Dataset content
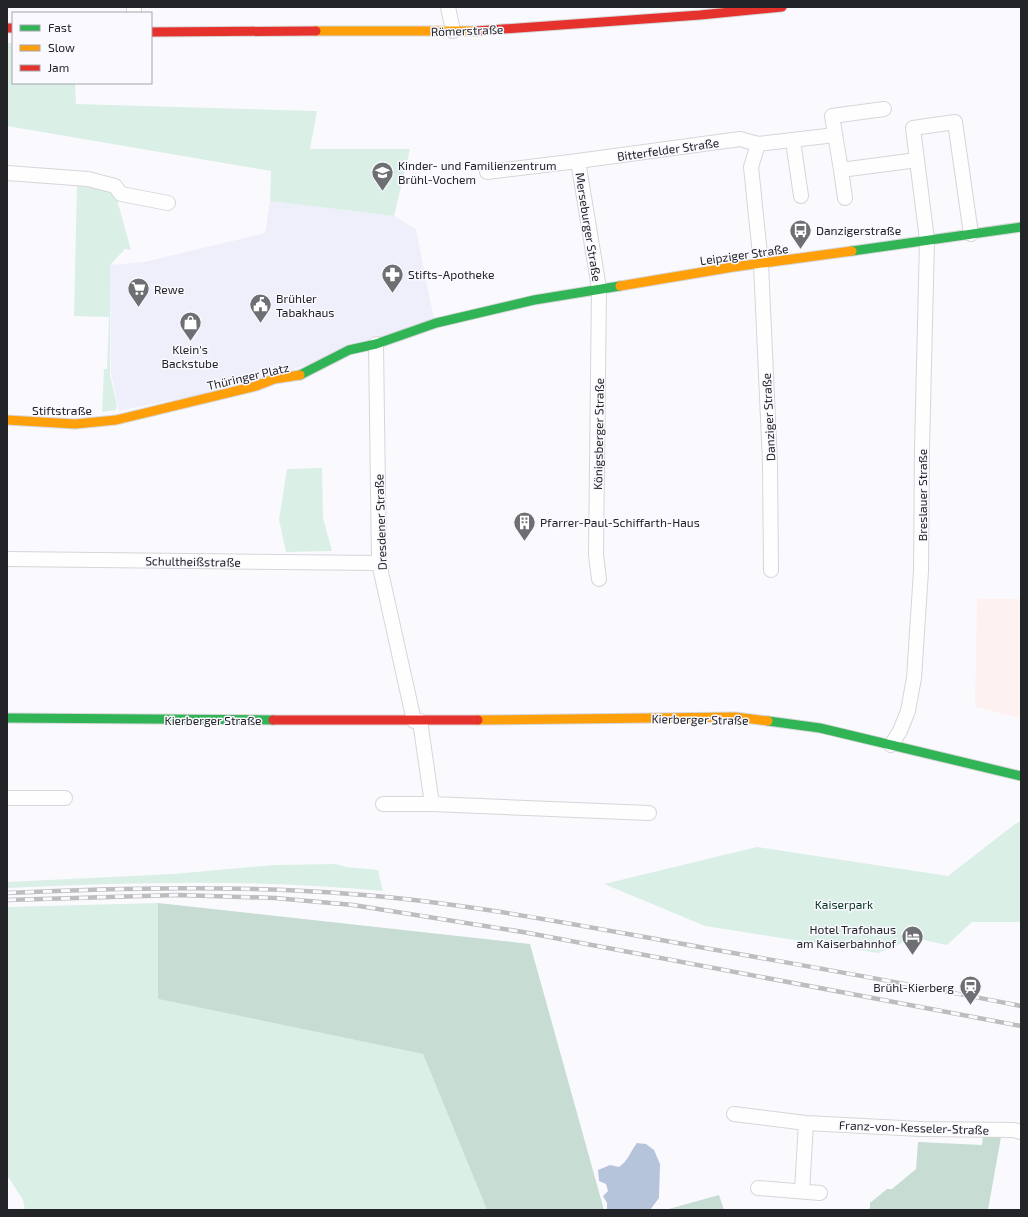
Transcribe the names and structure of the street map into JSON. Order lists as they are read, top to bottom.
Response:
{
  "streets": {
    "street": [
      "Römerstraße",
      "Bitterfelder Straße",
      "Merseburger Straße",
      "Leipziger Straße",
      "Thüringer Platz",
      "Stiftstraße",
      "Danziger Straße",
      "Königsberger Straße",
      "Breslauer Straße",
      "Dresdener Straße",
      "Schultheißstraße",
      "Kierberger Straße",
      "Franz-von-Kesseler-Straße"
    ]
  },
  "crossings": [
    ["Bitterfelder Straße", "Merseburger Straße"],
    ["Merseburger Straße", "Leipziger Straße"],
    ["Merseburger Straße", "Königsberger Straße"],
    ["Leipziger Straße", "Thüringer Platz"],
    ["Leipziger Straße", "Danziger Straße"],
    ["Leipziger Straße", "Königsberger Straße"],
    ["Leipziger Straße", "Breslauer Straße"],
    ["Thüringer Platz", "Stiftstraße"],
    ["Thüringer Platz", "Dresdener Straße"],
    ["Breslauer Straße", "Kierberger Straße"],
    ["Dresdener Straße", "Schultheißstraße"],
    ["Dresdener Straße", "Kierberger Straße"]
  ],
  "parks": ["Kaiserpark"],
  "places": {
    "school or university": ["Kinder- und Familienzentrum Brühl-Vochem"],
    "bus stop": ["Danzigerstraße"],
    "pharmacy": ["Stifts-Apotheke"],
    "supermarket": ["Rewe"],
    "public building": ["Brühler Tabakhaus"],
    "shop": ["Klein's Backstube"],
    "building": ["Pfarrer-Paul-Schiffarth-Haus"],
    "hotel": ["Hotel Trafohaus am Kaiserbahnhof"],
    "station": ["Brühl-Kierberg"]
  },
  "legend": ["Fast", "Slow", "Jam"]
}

Description of the task
In the listing above, how many lines include the string "Bitterfelder"? Say only the number.

Solution to the problem
2